**Records for the exercise:**
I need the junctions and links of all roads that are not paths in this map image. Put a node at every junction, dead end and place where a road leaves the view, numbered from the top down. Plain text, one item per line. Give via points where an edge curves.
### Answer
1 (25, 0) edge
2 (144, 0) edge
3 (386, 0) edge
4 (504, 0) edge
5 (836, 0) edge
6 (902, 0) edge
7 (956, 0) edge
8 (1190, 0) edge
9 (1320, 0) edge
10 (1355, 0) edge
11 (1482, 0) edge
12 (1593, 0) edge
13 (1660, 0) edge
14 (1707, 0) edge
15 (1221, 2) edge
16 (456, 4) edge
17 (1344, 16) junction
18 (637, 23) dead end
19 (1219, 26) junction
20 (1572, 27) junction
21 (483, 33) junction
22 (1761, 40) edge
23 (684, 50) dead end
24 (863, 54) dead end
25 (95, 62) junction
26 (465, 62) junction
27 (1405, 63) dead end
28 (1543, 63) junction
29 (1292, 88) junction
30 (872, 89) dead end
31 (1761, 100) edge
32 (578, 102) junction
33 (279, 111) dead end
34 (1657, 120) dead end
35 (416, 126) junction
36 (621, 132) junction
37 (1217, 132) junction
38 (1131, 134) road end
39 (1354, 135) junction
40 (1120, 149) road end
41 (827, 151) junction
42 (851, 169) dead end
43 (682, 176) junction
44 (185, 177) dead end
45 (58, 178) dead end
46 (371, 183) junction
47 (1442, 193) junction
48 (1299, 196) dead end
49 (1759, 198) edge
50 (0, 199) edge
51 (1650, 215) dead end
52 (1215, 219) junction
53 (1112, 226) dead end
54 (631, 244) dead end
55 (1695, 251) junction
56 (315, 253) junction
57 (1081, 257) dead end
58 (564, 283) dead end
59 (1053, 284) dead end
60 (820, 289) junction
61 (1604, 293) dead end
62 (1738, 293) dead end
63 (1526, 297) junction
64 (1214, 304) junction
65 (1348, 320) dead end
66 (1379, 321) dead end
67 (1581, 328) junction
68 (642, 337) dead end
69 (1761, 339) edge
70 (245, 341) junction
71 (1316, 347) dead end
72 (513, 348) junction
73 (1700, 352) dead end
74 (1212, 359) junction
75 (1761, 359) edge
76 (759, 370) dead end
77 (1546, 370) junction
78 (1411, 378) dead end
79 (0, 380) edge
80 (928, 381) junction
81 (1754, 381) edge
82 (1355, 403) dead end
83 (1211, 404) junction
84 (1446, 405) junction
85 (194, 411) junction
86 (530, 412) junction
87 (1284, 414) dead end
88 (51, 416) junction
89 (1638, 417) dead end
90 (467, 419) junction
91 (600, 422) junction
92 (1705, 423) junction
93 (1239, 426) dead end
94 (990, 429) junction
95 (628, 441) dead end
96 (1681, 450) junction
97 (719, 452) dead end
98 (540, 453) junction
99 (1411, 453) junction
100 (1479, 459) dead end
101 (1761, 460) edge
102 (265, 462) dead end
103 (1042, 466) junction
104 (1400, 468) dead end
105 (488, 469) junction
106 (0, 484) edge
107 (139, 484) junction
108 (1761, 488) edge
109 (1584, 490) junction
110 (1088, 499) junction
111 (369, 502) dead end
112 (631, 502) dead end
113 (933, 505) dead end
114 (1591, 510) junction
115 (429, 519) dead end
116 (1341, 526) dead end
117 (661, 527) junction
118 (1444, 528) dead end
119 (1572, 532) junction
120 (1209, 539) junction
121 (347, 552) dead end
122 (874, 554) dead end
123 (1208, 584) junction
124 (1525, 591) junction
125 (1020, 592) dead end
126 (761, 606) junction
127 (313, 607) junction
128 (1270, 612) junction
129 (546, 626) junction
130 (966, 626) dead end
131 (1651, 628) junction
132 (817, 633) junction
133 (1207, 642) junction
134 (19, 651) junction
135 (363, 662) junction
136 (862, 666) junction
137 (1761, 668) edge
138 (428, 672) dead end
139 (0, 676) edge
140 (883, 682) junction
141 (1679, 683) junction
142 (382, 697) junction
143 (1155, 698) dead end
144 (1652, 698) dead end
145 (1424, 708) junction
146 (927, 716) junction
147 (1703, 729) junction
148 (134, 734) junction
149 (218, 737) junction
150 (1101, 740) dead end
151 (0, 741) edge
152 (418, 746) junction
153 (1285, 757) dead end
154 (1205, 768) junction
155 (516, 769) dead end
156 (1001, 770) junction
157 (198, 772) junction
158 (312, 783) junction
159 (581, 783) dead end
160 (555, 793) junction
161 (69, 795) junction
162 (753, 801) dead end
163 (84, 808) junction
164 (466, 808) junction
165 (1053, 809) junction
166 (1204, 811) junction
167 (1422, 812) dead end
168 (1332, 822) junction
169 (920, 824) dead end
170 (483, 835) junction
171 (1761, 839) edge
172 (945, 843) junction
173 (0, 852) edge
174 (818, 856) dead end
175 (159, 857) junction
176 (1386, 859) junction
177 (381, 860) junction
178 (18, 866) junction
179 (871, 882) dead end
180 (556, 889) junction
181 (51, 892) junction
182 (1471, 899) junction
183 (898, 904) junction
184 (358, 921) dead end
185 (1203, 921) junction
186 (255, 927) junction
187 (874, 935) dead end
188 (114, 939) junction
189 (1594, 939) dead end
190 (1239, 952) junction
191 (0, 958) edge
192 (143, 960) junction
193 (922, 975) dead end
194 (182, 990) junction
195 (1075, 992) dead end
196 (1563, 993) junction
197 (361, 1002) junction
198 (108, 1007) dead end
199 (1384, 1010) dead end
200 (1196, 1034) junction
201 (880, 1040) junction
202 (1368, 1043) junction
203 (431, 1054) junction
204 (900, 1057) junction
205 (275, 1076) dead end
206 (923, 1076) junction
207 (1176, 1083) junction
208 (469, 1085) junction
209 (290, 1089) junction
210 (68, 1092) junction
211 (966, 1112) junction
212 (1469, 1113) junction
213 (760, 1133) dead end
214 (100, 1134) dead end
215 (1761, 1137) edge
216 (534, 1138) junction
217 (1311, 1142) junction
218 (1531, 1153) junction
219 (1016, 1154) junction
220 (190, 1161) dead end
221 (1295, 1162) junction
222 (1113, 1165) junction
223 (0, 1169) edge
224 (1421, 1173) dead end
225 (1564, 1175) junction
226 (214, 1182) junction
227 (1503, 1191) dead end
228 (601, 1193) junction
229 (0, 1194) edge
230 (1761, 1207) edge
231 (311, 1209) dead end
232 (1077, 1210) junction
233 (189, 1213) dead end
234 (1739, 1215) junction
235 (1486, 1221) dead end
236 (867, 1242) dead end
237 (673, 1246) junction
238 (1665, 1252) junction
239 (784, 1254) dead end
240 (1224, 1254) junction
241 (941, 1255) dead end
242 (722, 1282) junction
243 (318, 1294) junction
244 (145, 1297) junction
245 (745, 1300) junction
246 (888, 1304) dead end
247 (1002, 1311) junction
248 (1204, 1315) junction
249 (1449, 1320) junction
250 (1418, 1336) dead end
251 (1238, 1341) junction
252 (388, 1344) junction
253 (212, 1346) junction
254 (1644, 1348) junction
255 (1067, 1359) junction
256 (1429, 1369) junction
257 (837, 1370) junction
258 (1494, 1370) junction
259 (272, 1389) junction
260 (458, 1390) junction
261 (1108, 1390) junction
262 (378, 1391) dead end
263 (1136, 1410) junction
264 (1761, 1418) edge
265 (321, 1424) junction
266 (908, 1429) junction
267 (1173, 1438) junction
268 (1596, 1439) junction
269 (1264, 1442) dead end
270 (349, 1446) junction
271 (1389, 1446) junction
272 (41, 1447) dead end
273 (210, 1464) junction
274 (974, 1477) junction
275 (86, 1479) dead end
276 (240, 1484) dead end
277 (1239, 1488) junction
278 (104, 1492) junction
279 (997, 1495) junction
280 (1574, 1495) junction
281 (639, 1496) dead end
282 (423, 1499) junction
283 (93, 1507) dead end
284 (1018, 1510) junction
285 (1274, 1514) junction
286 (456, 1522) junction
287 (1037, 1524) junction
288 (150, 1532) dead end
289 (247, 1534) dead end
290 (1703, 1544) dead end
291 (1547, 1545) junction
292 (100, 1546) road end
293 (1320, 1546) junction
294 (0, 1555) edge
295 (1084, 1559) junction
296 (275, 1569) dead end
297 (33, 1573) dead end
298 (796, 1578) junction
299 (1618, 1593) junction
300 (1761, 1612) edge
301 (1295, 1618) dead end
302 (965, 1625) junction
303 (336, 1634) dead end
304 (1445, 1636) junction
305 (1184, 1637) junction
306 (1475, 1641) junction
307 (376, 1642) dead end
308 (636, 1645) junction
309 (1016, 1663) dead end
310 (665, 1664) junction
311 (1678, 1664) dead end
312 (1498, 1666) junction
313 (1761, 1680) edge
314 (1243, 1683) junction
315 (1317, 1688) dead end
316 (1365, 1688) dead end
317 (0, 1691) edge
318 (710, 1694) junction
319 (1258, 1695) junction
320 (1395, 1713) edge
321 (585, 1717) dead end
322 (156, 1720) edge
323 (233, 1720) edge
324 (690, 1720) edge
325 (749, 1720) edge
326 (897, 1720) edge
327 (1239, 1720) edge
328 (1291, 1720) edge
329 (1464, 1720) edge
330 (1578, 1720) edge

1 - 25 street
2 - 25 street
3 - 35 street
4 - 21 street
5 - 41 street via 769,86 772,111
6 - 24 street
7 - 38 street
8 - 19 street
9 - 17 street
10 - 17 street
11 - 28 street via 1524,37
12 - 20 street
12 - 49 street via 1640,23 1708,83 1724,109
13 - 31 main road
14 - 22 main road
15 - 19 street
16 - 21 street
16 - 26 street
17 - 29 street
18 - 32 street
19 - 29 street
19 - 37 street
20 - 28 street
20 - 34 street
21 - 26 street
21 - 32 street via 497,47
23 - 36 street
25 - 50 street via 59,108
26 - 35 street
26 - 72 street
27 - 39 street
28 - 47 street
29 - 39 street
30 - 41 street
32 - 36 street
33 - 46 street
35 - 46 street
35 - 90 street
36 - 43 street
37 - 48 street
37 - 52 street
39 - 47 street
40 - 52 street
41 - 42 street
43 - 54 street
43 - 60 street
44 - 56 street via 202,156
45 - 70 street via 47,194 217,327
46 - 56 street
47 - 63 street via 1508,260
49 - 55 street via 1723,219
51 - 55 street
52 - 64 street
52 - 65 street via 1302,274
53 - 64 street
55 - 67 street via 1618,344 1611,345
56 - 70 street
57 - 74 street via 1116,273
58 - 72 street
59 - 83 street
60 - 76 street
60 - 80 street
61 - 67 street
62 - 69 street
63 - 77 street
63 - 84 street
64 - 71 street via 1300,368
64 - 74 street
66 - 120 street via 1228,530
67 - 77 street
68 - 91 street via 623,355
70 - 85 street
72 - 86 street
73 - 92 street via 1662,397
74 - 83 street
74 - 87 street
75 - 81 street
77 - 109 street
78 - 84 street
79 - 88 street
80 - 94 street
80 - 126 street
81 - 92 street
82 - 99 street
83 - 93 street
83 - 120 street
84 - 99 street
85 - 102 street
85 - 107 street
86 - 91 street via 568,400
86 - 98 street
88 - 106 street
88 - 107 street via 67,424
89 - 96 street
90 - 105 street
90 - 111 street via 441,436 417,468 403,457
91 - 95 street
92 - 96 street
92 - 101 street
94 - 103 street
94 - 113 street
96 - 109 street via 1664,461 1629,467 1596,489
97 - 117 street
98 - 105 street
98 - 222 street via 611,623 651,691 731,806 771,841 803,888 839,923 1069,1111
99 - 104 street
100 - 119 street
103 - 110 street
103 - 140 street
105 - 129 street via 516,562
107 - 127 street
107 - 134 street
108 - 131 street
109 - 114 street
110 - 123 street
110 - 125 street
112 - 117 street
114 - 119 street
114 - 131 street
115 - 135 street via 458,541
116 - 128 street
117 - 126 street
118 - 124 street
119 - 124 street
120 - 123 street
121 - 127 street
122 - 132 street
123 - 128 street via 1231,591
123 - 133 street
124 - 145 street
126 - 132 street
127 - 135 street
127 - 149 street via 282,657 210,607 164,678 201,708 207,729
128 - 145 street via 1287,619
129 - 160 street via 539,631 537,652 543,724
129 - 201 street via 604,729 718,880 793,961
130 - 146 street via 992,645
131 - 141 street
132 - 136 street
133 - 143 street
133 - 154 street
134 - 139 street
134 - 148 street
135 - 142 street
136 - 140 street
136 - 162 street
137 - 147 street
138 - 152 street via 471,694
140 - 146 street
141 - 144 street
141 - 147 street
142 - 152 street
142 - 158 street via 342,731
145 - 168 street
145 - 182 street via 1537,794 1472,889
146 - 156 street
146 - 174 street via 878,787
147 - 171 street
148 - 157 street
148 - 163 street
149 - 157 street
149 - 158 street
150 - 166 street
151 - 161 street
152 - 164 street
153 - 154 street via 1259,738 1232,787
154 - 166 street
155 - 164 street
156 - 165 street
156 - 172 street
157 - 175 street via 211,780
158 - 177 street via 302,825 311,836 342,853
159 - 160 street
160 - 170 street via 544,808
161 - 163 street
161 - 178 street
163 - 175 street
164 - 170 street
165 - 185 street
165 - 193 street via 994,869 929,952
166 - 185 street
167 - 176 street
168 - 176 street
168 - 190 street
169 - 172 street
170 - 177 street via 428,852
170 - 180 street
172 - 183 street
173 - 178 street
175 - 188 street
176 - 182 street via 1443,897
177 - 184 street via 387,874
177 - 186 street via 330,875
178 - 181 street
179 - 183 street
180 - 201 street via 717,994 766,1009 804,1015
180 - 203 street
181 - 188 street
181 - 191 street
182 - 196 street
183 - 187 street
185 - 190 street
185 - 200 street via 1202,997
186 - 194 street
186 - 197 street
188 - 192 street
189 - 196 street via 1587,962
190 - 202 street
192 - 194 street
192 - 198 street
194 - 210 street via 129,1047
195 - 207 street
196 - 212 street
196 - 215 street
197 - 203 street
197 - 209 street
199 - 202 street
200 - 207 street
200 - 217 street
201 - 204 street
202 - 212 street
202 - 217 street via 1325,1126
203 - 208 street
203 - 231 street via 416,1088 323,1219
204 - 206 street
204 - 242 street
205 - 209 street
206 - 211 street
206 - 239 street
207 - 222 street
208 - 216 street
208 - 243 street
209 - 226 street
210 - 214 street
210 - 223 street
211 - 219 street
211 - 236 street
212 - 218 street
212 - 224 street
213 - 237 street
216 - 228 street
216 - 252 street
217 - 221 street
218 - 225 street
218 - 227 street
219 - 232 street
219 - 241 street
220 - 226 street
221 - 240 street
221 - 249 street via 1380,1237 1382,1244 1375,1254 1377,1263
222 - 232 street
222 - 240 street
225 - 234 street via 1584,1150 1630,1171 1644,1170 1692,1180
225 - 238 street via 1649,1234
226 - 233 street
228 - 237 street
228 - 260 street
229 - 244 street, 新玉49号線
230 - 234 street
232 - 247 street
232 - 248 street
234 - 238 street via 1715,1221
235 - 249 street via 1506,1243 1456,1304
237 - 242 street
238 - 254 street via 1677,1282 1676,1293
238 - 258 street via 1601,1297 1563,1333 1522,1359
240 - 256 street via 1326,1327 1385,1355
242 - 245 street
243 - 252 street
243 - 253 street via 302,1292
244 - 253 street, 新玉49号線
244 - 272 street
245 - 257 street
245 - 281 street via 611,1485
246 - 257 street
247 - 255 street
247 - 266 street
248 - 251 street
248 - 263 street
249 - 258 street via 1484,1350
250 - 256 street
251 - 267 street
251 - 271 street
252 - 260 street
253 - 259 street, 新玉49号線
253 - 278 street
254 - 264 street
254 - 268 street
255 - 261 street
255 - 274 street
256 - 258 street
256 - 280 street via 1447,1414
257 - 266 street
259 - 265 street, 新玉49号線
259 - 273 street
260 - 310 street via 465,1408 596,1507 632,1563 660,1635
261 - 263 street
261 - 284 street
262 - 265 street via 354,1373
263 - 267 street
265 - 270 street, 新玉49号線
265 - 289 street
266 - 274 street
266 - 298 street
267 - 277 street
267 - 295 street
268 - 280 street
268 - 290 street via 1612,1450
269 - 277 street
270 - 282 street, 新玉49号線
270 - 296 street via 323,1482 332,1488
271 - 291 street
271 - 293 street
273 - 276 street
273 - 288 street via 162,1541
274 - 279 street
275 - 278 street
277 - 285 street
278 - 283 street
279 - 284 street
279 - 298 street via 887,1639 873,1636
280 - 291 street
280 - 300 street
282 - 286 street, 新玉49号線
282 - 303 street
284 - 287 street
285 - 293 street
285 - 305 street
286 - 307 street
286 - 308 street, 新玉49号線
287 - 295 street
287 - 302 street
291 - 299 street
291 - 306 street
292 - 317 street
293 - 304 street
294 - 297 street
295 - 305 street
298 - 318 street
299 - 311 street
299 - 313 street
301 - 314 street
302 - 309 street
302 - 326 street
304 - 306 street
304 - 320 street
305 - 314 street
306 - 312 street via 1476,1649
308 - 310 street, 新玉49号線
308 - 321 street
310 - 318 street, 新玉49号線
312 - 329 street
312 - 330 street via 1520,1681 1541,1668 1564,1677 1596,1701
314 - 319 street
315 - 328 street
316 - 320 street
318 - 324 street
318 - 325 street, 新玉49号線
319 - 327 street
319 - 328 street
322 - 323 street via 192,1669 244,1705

**Exercise requirements:**
A single number is the whole answer: the count of lines above that hold "road".

**Problem solution:**
6